In Pontryagin's book this result is stated in $\S39$, Lemma 1. But it can be found in other books besides.

This result with a detailed proof is given in Rudin's book Fourier Analysis on Groups (see $\S$ 2.3.2).

A more general result can be found in Hewitt and Ross Abstract Harmonic Analysis, Vol. I (see $\S$ 9.1).

I will give a proof for completeness.

Let $G$ be a locally compact group, $G=\overline{\langle h\rangle}$ for some $h\in G$, and let $G$ be non-discrete.

Lemma 1. If $V$ is an arbitrary open set in $G$, then there exists $k\in\mathbb{N}$ that $kh\in V$.
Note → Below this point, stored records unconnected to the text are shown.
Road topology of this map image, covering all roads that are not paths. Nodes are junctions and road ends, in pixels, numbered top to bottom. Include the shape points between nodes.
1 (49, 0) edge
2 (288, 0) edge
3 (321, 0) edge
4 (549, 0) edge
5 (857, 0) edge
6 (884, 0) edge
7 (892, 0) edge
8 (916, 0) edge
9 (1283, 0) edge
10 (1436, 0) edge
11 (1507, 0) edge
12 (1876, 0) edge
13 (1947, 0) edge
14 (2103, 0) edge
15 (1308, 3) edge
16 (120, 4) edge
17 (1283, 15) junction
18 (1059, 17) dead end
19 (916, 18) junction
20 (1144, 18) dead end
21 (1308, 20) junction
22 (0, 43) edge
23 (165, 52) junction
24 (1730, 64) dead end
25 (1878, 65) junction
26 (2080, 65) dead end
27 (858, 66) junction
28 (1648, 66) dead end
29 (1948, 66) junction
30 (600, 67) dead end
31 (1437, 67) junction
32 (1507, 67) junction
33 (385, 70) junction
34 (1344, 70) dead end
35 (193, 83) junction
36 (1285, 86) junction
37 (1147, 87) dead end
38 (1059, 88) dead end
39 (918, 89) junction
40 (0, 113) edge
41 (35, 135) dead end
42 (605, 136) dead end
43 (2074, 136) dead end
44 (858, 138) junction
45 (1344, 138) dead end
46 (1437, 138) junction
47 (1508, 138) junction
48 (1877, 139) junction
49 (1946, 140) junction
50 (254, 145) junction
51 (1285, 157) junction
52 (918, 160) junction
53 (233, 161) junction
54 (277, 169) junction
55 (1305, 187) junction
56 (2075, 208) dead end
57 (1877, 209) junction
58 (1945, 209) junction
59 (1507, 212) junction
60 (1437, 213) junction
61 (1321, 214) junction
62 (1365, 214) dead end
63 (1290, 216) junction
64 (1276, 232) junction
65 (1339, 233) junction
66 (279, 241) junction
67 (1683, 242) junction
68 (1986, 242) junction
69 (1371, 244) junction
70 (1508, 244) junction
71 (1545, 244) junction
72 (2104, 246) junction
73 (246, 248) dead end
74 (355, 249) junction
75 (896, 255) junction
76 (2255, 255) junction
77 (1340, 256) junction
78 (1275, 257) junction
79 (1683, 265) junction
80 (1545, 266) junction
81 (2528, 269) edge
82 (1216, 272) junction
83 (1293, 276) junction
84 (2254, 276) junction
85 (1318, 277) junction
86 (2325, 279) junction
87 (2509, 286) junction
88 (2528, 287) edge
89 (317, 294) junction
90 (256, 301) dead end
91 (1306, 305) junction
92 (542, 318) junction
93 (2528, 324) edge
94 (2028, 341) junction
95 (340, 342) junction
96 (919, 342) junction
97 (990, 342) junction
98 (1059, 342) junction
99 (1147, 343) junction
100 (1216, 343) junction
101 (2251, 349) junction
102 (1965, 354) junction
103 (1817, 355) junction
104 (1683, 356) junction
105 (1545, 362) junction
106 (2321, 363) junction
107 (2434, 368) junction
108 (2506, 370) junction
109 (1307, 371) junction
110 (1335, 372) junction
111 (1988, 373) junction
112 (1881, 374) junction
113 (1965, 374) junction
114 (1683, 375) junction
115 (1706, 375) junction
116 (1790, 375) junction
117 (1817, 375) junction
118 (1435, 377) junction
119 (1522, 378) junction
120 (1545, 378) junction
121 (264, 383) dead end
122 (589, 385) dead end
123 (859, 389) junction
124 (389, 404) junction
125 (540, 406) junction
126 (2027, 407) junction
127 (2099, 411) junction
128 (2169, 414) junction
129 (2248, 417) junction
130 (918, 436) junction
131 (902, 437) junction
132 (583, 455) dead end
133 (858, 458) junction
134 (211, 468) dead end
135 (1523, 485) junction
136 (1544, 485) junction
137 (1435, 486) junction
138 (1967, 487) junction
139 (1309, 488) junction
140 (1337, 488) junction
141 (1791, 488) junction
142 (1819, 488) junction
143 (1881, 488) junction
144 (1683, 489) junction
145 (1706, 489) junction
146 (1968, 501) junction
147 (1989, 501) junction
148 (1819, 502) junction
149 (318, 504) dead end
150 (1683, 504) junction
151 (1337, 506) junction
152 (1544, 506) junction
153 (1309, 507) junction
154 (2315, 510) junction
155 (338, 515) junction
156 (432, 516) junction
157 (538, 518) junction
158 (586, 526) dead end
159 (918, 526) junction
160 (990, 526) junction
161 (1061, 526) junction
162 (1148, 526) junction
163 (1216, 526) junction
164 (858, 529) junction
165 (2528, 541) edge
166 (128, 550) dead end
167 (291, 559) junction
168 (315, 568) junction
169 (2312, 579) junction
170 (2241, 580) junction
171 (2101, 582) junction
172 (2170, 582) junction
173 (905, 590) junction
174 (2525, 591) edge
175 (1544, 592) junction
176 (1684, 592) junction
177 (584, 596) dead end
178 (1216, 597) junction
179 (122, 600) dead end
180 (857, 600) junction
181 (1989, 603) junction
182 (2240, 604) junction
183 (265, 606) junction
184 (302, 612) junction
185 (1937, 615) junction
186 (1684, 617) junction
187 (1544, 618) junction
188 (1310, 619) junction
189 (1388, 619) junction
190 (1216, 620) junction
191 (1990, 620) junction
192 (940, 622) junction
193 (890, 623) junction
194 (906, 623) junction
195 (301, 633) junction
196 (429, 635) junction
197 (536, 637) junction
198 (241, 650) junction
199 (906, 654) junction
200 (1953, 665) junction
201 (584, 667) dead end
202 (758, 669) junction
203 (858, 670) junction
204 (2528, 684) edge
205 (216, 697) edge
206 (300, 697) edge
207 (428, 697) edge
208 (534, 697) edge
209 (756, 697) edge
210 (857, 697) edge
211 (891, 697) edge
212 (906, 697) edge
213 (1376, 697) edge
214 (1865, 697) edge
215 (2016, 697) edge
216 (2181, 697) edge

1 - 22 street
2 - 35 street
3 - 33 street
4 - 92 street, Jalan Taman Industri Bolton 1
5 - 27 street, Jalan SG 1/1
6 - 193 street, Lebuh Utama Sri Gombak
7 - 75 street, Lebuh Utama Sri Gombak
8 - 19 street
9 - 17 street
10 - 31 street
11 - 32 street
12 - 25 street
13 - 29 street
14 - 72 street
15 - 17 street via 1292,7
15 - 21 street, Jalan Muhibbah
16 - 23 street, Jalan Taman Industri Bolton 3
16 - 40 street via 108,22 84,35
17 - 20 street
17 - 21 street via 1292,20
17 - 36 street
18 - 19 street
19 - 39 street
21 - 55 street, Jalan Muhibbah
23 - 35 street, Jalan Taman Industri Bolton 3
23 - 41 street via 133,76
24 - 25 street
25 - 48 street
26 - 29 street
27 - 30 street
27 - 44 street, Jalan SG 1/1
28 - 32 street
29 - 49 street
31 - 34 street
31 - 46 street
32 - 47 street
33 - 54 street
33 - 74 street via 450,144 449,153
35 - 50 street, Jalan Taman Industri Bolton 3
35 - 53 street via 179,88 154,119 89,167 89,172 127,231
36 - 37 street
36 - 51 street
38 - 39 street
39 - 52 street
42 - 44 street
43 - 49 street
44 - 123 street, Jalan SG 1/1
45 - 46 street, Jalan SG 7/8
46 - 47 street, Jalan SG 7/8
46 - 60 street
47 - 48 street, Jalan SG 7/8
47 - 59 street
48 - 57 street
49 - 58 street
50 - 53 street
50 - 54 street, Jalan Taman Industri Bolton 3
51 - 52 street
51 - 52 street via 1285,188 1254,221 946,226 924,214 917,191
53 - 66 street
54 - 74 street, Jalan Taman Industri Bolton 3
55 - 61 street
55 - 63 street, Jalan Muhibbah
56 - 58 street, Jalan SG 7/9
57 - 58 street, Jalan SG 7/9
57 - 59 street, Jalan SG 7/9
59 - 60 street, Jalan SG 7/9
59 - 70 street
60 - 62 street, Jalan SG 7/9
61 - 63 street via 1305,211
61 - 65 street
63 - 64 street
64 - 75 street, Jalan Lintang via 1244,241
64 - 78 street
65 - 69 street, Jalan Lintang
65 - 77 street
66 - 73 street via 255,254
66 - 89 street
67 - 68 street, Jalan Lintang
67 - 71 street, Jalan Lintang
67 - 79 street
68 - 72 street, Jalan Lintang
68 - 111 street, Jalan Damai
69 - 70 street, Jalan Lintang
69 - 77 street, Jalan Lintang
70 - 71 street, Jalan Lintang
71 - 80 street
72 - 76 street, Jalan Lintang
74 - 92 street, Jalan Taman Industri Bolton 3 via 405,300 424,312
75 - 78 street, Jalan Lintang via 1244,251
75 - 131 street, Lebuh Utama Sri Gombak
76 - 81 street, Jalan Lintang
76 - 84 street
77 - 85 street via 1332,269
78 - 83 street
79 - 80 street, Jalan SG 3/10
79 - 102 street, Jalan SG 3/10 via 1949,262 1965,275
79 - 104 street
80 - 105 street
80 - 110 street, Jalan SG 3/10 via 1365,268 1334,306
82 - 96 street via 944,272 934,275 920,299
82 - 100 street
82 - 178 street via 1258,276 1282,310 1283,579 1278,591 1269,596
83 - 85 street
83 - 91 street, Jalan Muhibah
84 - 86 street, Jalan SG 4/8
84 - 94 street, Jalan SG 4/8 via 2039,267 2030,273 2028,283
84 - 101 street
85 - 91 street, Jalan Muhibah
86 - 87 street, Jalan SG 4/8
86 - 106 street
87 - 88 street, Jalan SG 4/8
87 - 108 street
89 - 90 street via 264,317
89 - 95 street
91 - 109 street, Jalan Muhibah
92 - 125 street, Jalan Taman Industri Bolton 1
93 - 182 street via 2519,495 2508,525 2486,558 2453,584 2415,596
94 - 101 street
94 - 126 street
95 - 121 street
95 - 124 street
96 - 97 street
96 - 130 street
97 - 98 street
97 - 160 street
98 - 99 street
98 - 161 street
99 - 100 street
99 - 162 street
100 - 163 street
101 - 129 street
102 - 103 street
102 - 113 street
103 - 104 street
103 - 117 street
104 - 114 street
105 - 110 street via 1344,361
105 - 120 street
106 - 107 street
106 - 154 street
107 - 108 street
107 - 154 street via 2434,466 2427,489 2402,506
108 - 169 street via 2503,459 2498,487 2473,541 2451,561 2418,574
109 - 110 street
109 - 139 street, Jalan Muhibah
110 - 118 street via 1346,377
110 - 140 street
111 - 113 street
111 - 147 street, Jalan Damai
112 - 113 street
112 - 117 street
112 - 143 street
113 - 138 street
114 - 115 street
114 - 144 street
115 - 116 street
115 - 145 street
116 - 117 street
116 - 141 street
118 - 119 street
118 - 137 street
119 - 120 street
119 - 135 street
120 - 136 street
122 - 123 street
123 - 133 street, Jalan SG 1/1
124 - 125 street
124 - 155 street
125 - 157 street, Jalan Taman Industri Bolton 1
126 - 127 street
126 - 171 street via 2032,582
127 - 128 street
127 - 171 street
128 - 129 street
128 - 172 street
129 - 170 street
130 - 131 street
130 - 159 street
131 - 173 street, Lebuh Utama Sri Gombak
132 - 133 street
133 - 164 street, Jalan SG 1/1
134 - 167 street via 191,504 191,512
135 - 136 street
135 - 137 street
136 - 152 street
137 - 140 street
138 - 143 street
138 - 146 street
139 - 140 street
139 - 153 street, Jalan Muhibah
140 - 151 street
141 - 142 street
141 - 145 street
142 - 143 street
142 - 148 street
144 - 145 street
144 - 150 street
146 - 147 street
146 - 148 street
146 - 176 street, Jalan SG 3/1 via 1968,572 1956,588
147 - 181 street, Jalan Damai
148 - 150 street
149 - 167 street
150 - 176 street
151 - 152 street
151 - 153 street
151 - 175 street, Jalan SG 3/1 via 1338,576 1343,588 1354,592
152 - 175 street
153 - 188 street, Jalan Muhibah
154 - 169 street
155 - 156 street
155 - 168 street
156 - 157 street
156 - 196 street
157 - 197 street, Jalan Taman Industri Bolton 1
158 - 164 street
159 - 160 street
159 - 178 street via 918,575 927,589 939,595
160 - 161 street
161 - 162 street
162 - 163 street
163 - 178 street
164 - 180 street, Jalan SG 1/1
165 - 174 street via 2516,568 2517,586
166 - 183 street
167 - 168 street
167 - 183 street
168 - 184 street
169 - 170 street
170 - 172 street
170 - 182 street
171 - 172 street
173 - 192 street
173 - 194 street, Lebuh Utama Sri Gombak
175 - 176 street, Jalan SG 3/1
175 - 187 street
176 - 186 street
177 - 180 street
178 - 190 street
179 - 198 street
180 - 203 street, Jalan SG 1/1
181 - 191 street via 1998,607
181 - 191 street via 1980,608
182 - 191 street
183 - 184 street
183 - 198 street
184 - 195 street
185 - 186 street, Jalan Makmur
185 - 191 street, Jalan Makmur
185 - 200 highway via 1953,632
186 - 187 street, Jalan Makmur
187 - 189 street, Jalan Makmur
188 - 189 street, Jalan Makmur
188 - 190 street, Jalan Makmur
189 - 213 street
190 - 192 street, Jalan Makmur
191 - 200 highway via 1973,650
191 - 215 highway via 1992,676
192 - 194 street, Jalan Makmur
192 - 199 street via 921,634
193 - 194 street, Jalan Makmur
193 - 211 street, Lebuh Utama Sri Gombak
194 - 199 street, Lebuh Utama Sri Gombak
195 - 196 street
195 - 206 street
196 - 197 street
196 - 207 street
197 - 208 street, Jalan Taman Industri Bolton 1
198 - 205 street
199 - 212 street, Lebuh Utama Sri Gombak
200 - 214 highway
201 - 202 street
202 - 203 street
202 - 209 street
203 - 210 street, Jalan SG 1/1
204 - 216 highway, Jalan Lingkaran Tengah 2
Proof. Choose $m\in\mathbb{Z}$ such that $mh\in V$. Let $W$ be a symmetric neighborhood of zero such that $mh+W\subset V$. Choose $n>|m|$ such that $nh\in W$. Let $k=m+n>0$. We have $(m+n)h=mh+nh\in mh+W\subset V$. Lemma is proved.
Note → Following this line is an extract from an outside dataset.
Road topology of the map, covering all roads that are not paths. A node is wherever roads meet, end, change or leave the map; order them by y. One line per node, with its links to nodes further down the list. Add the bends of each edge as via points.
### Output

Now let $V$ be a symmetric neighborhood of zero such that $\overline{V}$ is compact. By Lemma 1 $$ G=\cup_{k\in\mathbb{N}}ka+V. $$ Since $\overline{V}$ is compact, there exists $q\in\mathbb{N}$ that $$ \overline{V}\subset\cup_{k=1}^q ka+V.\tag1 $$ Let us prove that in fact $$ G=\cup_{k=1}^q ka+V.\tag2 $$ Let $g\in G$. Let $m$ be the smallest positive integer that $mh\in g+V$ (Lemma 1). We have $mh-g\in V$. Let $mh-g\in kh+V$, $1\leq k\leq q$ (see (1)). So $(m-k)h\in g+v$. It follows that $m-k\leq0$ that is $1\leq m\leq k\leq q $. So $g\in mh-V=mh+V$.

We have proved equality (2). Hence it follows that $G$ is a compact.